DATA FOR THIS EXERCISE:
* * * * * * *

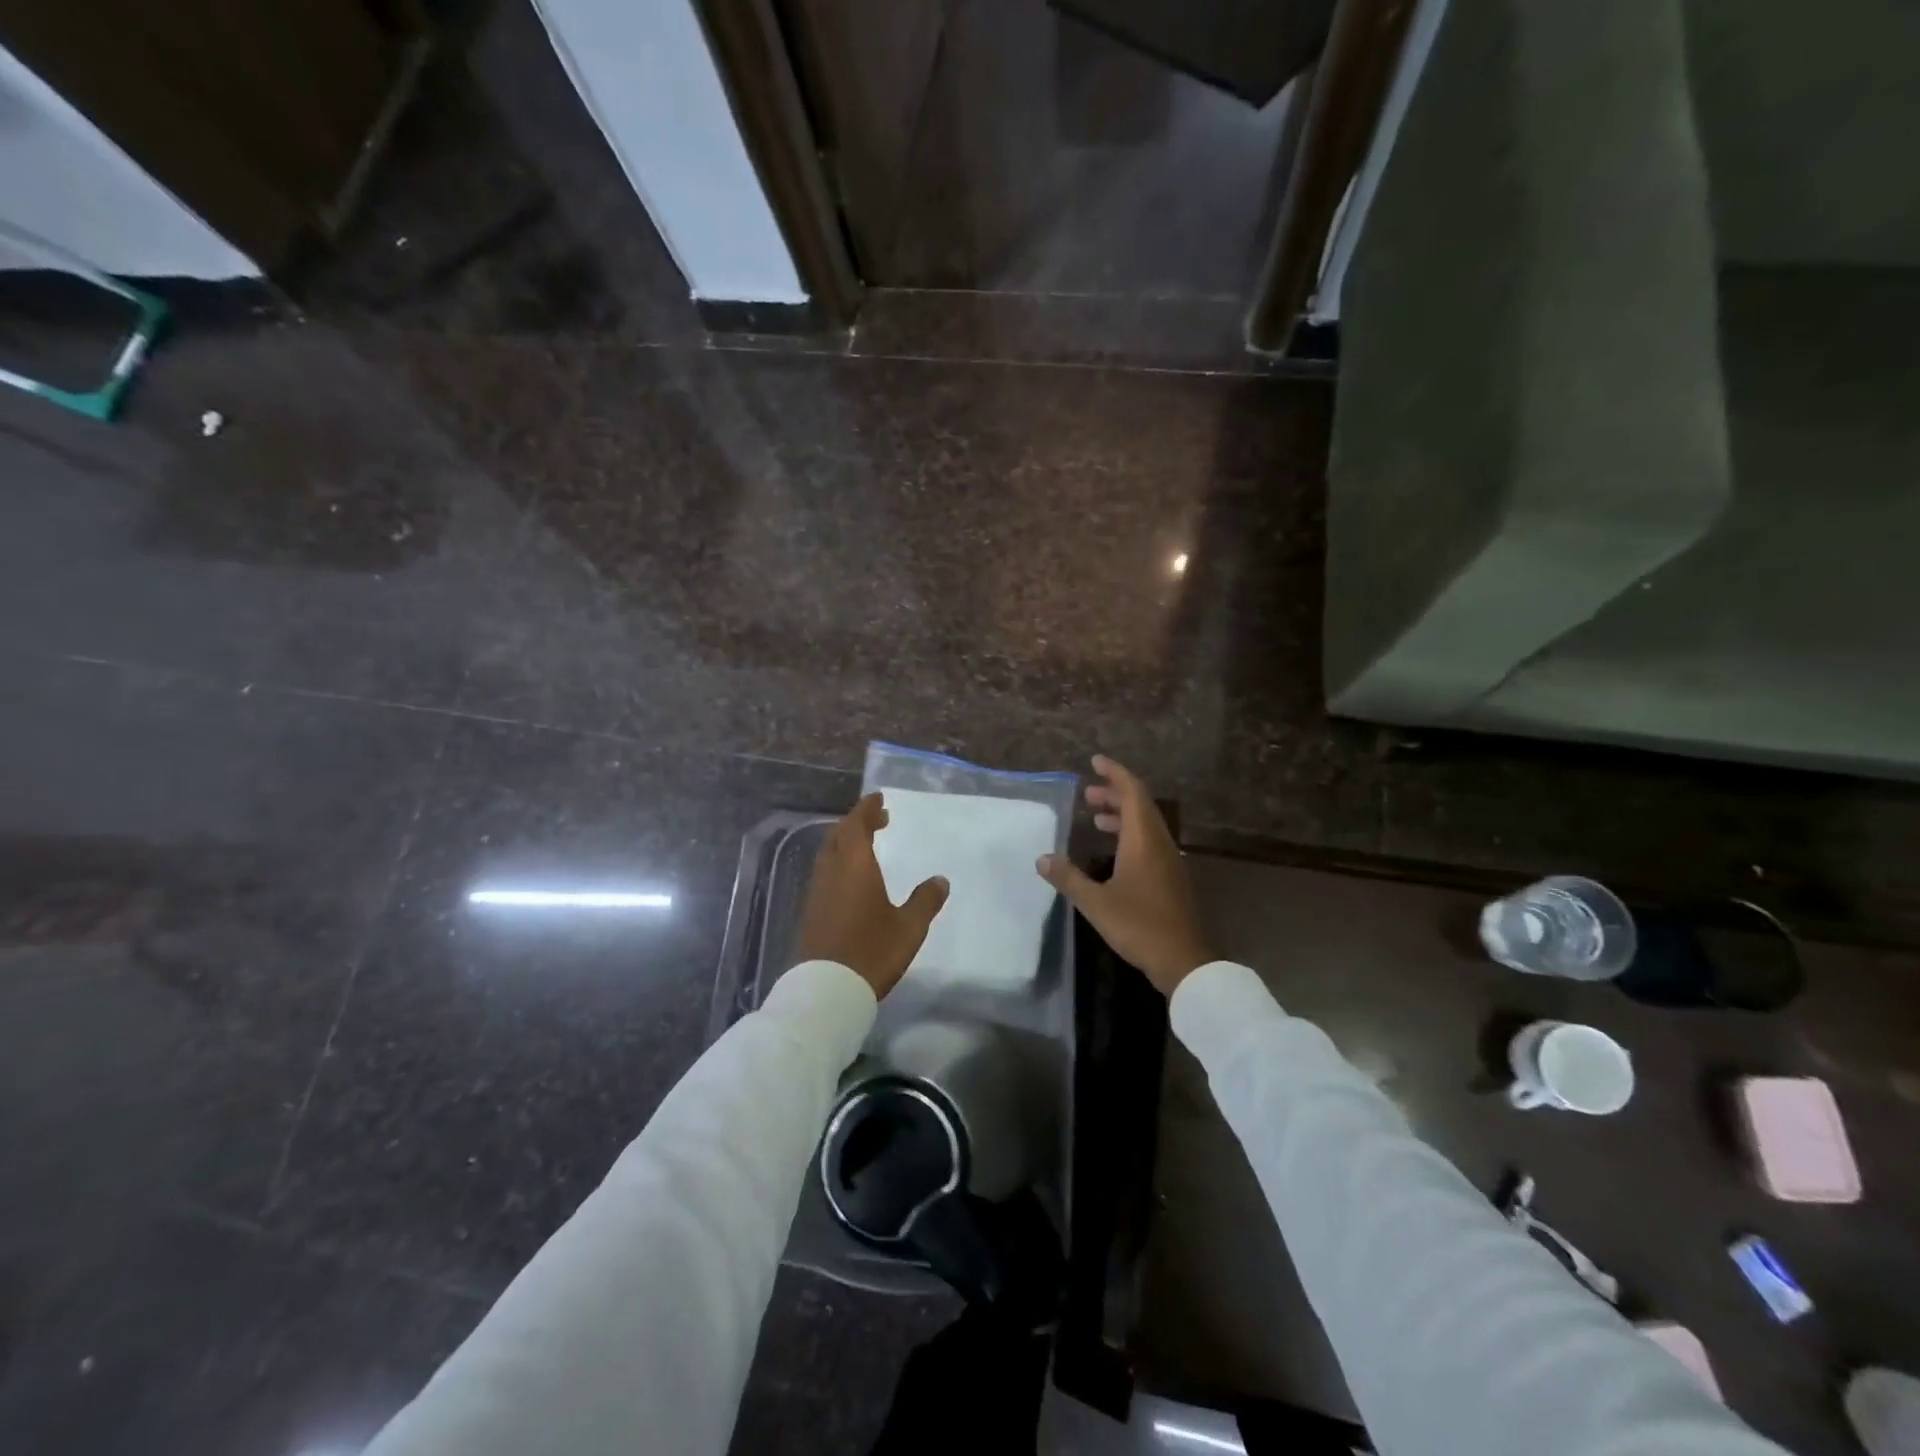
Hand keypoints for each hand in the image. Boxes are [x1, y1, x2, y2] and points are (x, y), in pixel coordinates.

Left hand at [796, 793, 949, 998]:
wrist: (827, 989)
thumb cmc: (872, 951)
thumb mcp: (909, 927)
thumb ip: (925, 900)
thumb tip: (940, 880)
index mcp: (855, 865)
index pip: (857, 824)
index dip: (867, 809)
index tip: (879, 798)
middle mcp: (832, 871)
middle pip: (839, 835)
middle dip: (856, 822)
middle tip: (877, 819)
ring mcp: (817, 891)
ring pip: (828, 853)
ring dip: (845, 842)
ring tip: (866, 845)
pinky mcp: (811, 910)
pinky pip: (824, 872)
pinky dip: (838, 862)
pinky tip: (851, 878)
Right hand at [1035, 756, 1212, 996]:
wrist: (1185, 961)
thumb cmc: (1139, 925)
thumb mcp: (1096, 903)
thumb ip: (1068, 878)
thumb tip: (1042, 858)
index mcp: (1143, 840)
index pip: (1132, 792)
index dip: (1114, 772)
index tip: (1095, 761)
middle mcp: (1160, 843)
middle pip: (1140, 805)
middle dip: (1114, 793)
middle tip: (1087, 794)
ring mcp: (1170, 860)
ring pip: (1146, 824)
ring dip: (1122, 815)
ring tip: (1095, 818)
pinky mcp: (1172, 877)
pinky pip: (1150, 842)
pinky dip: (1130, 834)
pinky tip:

* * * * * * *

In the listing above, the line with "middle dip: (1114, 793)" and every line after it must be set down word for word, and no other line.

EXERCISE SOLUTION:
middle dip: (1114, 793)
middle tip: (1087, 794)
ring mcp: (1170, 860)
ring pip: (1146, 824)
ring dip: (1122, 815)
ring tip: (1095, 818)
pinky mcp: (1172, 877)
pinky pip: (1150, 842)
pinky dip: (1130, 834)
pinky tip:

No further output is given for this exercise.